Sunday, November 1, 2009

Yashica Dreams

I bought my first camera, a 35 mm Yashica rangefinder during the summer of 1968. I ached for that camera for weeks before purchasing it from one of the many electronics stores that line both sides of Canal Street in New Orleans.

The Yashica was great and let you do the focusing, set the f-stop and the shutter speed. Of course if the printed picture was over or under exposed, or out of focus you had no one to blame but yourself.

The sturdy Yashica took awesome photos but I soon decided that I couldn’t live another day without a single lens reflex.
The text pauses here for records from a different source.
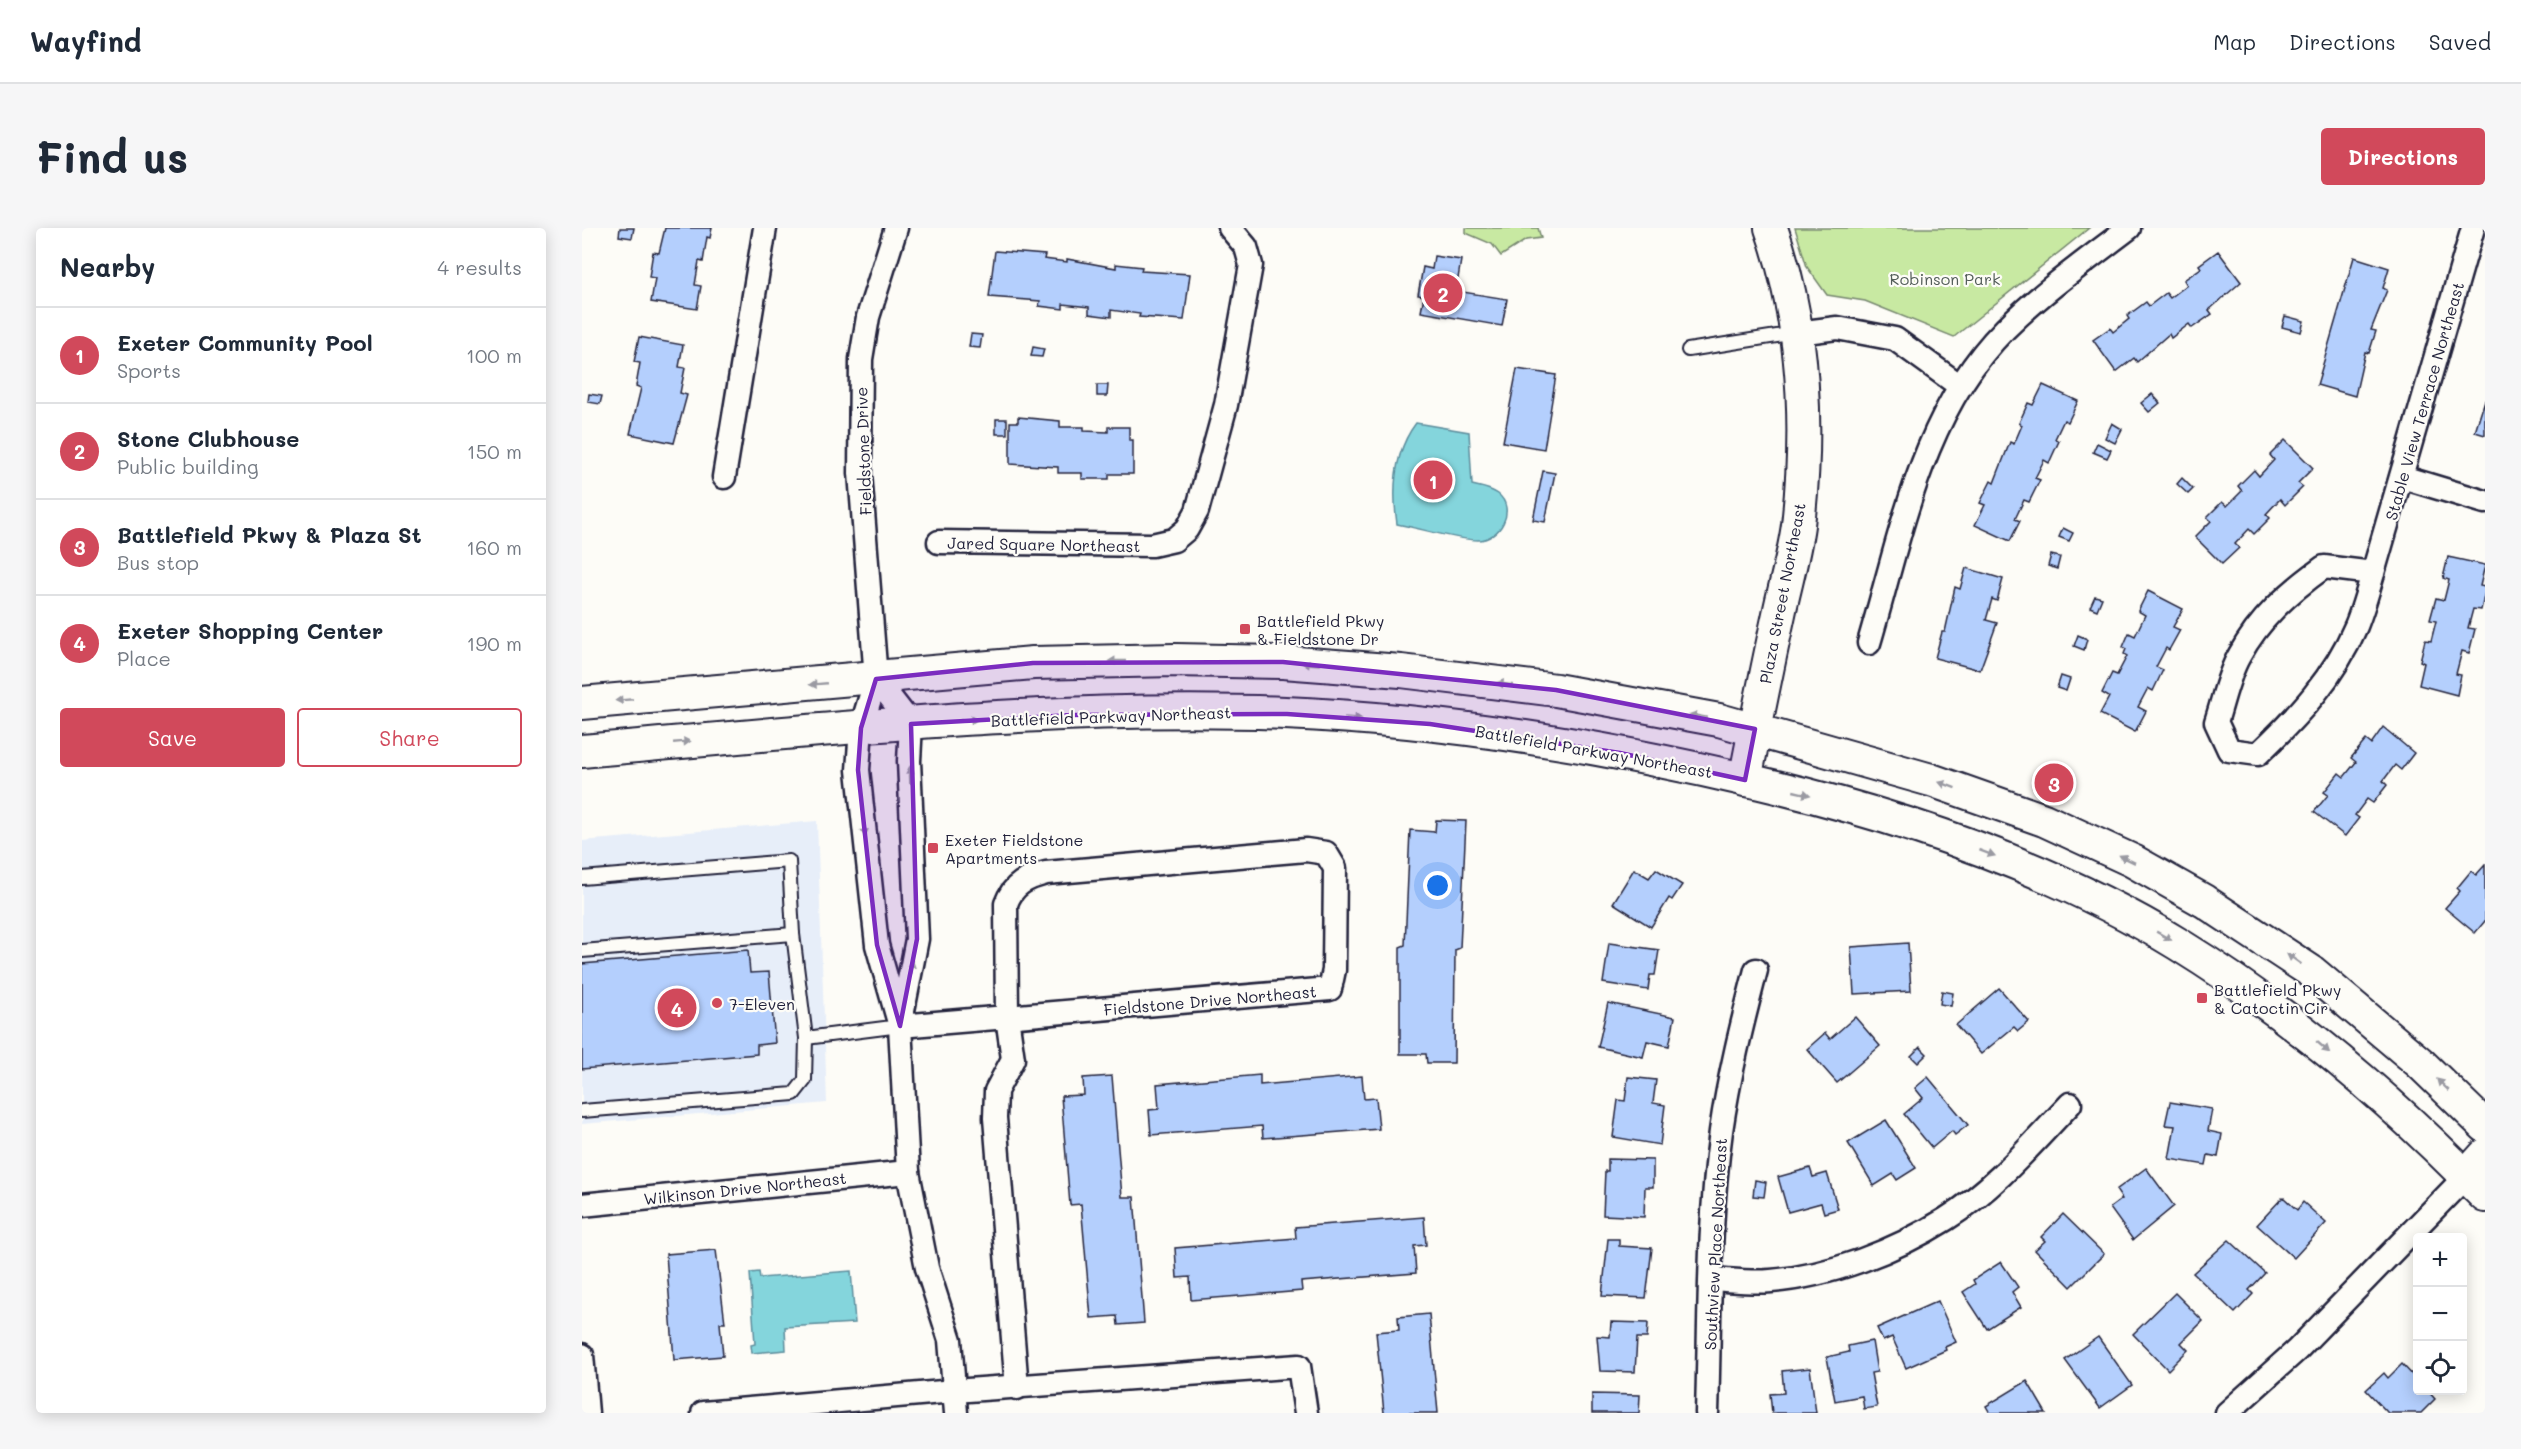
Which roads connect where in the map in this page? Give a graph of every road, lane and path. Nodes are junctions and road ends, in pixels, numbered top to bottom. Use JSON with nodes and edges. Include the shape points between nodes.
{"nodes":[{"id":1,"x":765,"y":228,"type":"edge"},
{"id":2,"x":896,"y":228,"type":"edge"},
{"id":3,"x":1230,"y":228,"type":"edge"},
{"id":4,"x":1771,"y":228,"type":"edge"},
{"id":5,"x":2129,"y":228,"type":"edge"},
{"id":6,"x":2473,"y":228,"type":"edge"},
{"id":7,"x":1797,"y":333,"type":"junction"},
{"id":8,"x":1688,"y":350,"type":"dead end"},
{"id":9,"x":1960,"y":386,"type":"junction"},
{"id":10,"x":724,"y":477,"type":"dead end"},
{"id":11,"x":2402,"y":477,"type":"junction"},
{"id":12,"x":2485,"y":502,"type":"edge"},
{"id":13,"x":939,"y":542,"type":"dead end"},
{"id":14,"x":2373,"y":573,"type":"junction"},
{"id":15,"x":1869,"y":643,"type":"dead end"},
{"id":16,"x":876,"y":679,"type":"junction"},
{"id":17,"x":582,"y":703,"type":"edge"},
{"id":18,"x":911,"y":724,"type":"junction"},
{"id":19,"x":861,"y":728,"type":"junction"},
{"id":20,"x":1755,"y":729,"type":"junction"},
{"id":21,"x":582,"y":751,"type":"edge"},
{"id":22,"x":1745,"y":780,"type":"junction"},
{"id":23,"x":582,"y":878,"type":"edge"},
{"id":24,"x":793,"y":934,"type":"junction"},
{"id":25,"x":582,"y":951,"type":"edge"},
{"id":26,"x":1756,"y":970,"type":"dead end"},
{"id":27,"x":1007,"y":1017,"type":"junction"},
{"id":28,"x":900,"y":1026,"type":"junction"},
{"id":29,"x":806,"y":1038,"type":"junction"},
{"id":30,"x":2070,"y":1104,"type":"dead end"},
{"id":31,"x":582,"y":1110,"type":"edge"},
{"id":32,"x":2485,"y":1126,"type":"edge"},
{"id":33,"x":908,"y":1172,"type":"junction"},
{"id":34,"x":2479,"y":1176,"type":"edge"},
{"id":35,"x":582,"y":1205,"type":"edge"},
{"id":36,"x":1711,"y":1280,"type":"junction"},
{"id":37,"x":582,"y":1355,"type":"edge"},
{"id":38,"x":1017,"y":1388,"type":"junction"},
{"id":39,"x":955,"y":1402,"type":"edge"},
{"id":40,"x":587,"y":1413,"type":"edge"},
{"id":41,"x":703,"y":1413,"type":"edge"},
{"id":42,"x":1306,"y":1413,"type":"edge"},
{"id":43,"x":1707,"y":1413,"type":"edge"},
{"id":44,"x":2228,"y":1413,"type":"edge"}],
"edges":[{"from":1,"to":10,"type":"street"},
{"from":2,"to":16,"type":"street","name":"Fieldstone Drive","via":[[868,317],[861,359],[860,473]]},
{"from":3,"to":13,"type":"street","name":"Jared Square Northeast","via":[[1246,247],[1251,265],[1226,405],[1197,511],[1187,529],[1174,540],[1152,545]]},
{"from":4,"to":7,"type":"main road","name":"Plaza Street Northeast","via":[[1782,259]]},
{"from":5,"to":9,"type":"street","via":[[2036,300],[2004,330]]},
{"from":6,"to":11,"type":"street","name":"Stable View Terrace Northeast"},
{"from":7,"to":8,"type":"lane"},
{"from":7,"to":9,"type":"street","via":[[1837,328],[1895,339]]},
{"from":7,"to":20,"type":"main road","name":"Plaza Street Northeast","via":[[1802,462],[1797,528]]},
{"from":9,"to":15,"type":"street","via":[[1918,474]]},
{"from":11,"to":12,"type":"street"},
{"from":11,"to":14,"type":"street","name":"Stable View Terrace Northeast"},
{"from":14,"to":14,"type":"street","name":"Stable View Terrace Northeast","via":[[2356,626],[2332,673],[2300,714],[2258,754],[2229,750],[2216,722],[2238,657],[2271,609],[2324,567]]},
{"from":16,"to":17,"type":"main road","one_way":true},
{"from":16,"to":18,"type":"street"},
{"from":16,"to":19,"type":"street"},
{"from":20,"to":16,"type":"main road","one_way":true,"via":[[1556,690],[1401,671],[1284,662],[1033,663]]},
{"from":18,"to":19,"type":"main road","name":"Battlefield Parkway Northeast"},
{"from":18,"to":22,"type":"main road","name":"Battlefield Parkway Northeast","one_way":true,"via":[[1210,712],[1364,718],[1515,734],[1709,769]]},
{"from":28,"to":18,"type":"street","one_way":true,"via":[[917,939],[909,761]]},
{"from":21,"to":19,"type":"main road","name":"Battlefield Parkway Northeast","one_way":true},
{"from":19,"to":28,"type":"street","one_way":true,"via":[[858,770],[877,945]]},
{"from":20,"to":22,"type":"main road","name":"Plaza Street Northeast"},
{"from":32,"to":20,"type":"main road","one_way":true,"via":[[2420,1063],[2312,972],[2214,907],[2133,861],[2044,820],[1942,784]]},
{"from":22,"to":34,"type":"main road","name":"Battlefield Parkway Northeast","one_way":true,"via":[[1818,797],[1930,832],[2021,866],[2114,908],[2177,943],[2313,1038]]},
{"from":23,"to":24,"type":"lane","via":[[789,861]]},
{"from":24,"to":25,"type":"lane"},
{"from":24,"to":29,"type":"lane"},
{"from":26,"to":36,"type":"street","name":"Southview Place Northeast","via":[[1735,1052],[1721,1132]]},
{"from":27,"to":27,"type":"street","name":"Fieldstone Drive Northeast","via":[[1330,989],[1334,970],[1335,868],[1326,853],[1306,850],[1047,873],[1025,879],[1010,892],[1006,904]]},
{"from":27,"to":28,"type":"street","name":"Fieldstone Drive Northeast"},
{"from":27,"to":38,"type":"street","name":"Fieldstone Drive Northeast","via":[[1013,1059],[996,1091],[995,1118]]},
{"from":28,"to":29,"type":"lane"},
{"from":28,"to":33,"type":"street"},
{"from":29,"to":31,"type":"lane","via":[[805,1080],[794,1094]]},
{"from":30,"to":36,"type":"street","via":[[1979,1194],[1947,1219],[1890,1248],[1829,1270],[1771,1281]]},
{"from":33,"to":35,"type":"street","name":"Wilkinson Drive Northeast"},
{"from":33,"to":39,"type":"street","via":[[927,1268],[950,1340]]},
{"from":34,"to":44,"type":"street"},
{"from":36,"to":43,"type":"street","name":"Southview Place Northeast"},
{"from":37,"to":40,"type":"street"},
{"from":38,"to":39,"type":"street"},
{"from":38,"to":42,"type":"street","via":[[1299,1366]]},
{"from":39,"to":41,"type":"street"}]}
Since I couldn’t afford a more expensive brand with interchangeable lenses, I settled for a fixed-lens, Kowa SLR. It wasn’t as sturdy as the Yashica nor did it take pictures even half as good, but I kept it until it finally locked up on me.

Gail and I had little money for cameras after we married but I did manage to purchase a Minolta SRT-101 while passing through Japan on the way back to Vietnam from R & R. The Minolta was another awesome camera that finally, like all SLRs, finally broke because of all its moving parts. Since the Minolta, I’ve owned many more cameras. My latest purchase arrived this very day, an old Pentax K1000 with a 50 mm lens.

No one buys 35 mm SLRs anymore. Well, except me. A few years ago, on a surfing trip through eBay, I purchased ten or so SLRs of various makes and models. I have so many cameras and lenses that I can never use them all, and, well, I’ve now discovered digital photography.

I have a tiny little Nikon S210 that takes wonderful pictures and movies if I feel like it. I can download them instantly to my computer and crop, touch-up and doctor any photo to my heart’s content, or delete it completely if I don’t like it.

Unlike my old Yashica, the Nikon performs all the tasks for me. I barely have to think about it. I love it, but sometimes, usually late at night and after quaffing a few strong brews I regret the loss of choice and decision I had back in 1968, but not enough to give up my little Nikon.